Hi alacran and many thanks for your answer. :)

Please bear with me, as I struggle to find the answers in the packed to the hilt reboot.pro environment (I don't consider myself a complete noob but I repeatedly get disoriented around here).

 

I had previously seen the thread you directed me to, but sadly couldn't make head or tail of its content.

 

So I went to the download post you pointed at and downloaded the 'VHD_WIMBOOT.pdf' manual, only to find all the information in it immediately got me lost.

 

Going only by the headers, this is what it contains:

  • "How to Boot Mini 10x64 VHD with UEFI Grub2 and with UEFI Grub4dos from RAMDISK using signed SVBus driver"
  • "How to Boot VHD in WimBoot mode from USB Portable SSD as FILEDISK and with Grub4dos from RAMDISK using SVBus driver"
  • "VHD_WIMBOOT -- Apply and Capture of WIM Files for OS in VHD -- WimBoot Mode Background Info and Details"
  • "How to make Compact and Mini 7/8/10 VHD"
  • "How to Inject Win10 VHD System to Fix Computer"
  • "How to make Linux VHD for Multi-Boot with Windows using Grub2 and vdiskchain"
  • "How to make USB Drive booting with various Linux ISO files in BIOS and in UEFI Secure mode"

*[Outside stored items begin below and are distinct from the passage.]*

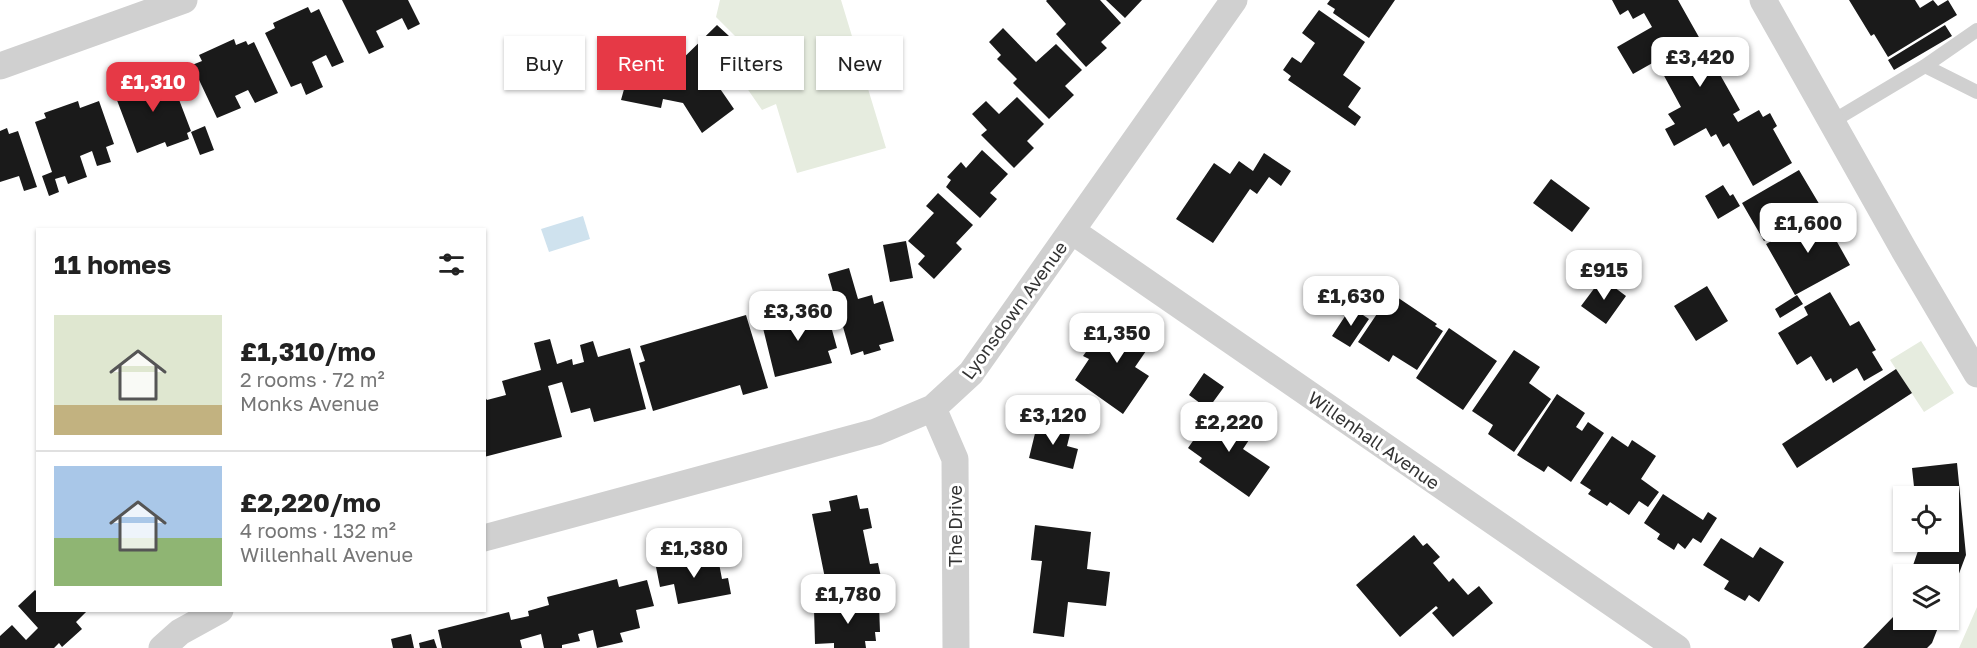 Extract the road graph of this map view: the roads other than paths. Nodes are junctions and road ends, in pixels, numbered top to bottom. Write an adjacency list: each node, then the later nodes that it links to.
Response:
1 (184, 0): 5 (street)
2 (1234, 0): 9 (street, Lyonsdown Avenue)
3 (1763, 0): 8 (street)
4 (1977, 30): 6 (lane)
5 (0, 66)
6 (1925, 66): 7 (lane); 8 (lane)
7 (1977, 92)
8 (1833, 122): 10 (street)
9 (1072, 231): 11 (street, Lyonsdown Avenue); 16 (street, Willenhall Avenue)
10 (1977, 374)
11 (933, 408): 12 (street, Lyonsdown Avenue); 15 (street, The Drive)
12 (486, 537)
13 (216, 612): 14 (street)
14 (162, 648)
15 (956, 648)
16 (1677, 648)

Although the information therein might prove valuable at a future stage, none of it appears to be readily what I am looking for right now.

 

Maybe if I state it more clearly any misunderstandings can be avoided:

  1. I have a working computer with a default install of Windows 8.1 to start with.
  2. I'm not looking to replace this OS, especially not with Windows 10.
  3. What I am trying to do is replace the Windows 8.1 default boot manager with anything more flexible allowing me to dual boot other OS.
  4. In previous computers with similar setup (e.g., Windows 7 and here the 4th entry in the guide may be useful), I was able to add other OS simply by attaching their corresponding VHD.
  5. Summing up, I want to still be able to boot the current VHD, plus and eventually add Windows 7 or Linux in their own VHD if I am able to achieve that.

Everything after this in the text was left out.